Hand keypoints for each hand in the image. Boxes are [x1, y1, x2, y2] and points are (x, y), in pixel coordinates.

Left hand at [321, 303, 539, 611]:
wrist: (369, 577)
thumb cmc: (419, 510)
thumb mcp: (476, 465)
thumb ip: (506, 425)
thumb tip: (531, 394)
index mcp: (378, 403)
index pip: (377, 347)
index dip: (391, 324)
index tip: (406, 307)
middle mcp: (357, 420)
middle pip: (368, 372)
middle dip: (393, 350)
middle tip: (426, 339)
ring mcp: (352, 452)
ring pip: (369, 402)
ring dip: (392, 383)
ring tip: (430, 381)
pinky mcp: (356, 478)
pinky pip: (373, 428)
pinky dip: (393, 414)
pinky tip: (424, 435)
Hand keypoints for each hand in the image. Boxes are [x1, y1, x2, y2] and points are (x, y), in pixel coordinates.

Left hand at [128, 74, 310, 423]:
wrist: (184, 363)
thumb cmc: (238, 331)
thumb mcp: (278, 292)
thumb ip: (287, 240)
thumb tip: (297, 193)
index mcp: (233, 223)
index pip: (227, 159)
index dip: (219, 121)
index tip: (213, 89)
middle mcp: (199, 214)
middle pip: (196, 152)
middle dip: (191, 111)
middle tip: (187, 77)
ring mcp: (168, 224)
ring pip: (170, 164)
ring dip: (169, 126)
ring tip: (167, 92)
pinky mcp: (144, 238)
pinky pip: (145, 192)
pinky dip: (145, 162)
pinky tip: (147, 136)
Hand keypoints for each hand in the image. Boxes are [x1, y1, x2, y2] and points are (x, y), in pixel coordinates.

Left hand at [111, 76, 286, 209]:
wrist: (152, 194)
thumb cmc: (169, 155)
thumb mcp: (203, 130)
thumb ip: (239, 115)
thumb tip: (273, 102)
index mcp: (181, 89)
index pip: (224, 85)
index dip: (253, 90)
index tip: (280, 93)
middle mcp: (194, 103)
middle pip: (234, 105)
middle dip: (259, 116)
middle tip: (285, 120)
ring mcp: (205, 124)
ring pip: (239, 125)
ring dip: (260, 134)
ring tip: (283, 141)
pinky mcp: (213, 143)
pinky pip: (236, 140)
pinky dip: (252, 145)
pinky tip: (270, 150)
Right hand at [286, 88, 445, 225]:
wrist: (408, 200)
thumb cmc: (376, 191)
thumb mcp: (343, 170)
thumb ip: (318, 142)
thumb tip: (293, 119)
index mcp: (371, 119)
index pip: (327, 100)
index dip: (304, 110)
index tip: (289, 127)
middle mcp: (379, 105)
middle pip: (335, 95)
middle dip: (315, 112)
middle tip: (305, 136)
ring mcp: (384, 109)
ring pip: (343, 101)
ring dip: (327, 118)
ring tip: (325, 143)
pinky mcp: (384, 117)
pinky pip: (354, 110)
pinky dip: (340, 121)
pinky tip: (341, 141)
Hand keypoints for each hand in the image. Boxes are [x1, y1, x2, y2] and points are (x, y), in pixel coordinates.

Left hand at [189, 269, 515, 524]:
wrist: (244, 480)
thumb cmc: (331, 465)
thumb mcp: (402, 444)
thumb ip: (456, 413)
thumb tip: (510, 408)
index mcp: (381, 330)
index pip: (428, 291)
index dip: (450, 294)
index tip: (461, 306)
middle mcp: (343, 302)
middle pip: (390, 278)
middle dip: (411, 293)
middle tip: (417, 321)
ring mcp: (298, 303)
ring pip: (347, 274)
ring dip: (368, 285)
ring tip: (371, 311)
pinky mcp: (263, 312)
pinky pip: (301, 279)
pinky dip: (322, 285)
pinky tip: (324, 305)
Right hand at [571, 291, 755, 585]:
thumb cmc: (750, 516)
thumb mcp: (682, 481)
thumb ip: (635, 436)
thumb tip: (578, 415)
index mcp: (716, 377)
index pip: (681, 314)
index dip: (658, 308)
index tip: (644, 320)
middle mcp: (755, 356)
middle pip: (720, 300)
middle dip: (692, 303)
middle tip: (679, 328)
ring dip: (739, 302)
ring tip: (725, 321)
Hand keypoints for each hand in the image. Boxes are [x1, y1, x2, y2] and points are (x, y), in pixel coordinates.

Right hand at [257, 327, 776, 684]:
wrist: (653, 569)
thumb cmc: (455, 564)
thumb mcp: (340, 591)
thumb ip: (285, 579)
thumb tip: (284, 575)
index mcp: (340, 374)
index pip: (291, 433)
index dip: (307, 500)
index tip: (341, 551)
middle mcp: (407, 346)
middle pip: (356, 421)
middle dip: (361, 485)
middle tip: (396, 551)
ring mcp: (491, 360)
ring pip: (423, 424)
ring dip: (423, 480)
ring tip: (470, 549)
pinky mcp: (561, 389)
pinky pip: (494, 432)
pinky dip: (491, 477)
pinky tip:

◆ TASK INSTRUCTIONS: Only the lines from the one containing "thumb ip: (285, 579)" through the end of the material should be copied, exactly as they stand; please keep both ends.

◆ RESPONSE:
thumb ip: (285, 579)
thumb tip: (284, 575)
index mcp: (340, 374)
index pip: (291, 433)
index dip: (307, 500)
index tip: (341, 551)
middle mcp: (407, 346)
middle pip: (356, 421)
middle dip: (361, 485)
middle tip: (396, 551)
ring mcp: (491, 360)
ring pip: (423, 424)
ring dip: (423, 480)
ring tip: (470, 549)
pinky mcp: (561, 389)
pinky pip: (494, 432)
pinky dip: (491, 477)
pinky tip:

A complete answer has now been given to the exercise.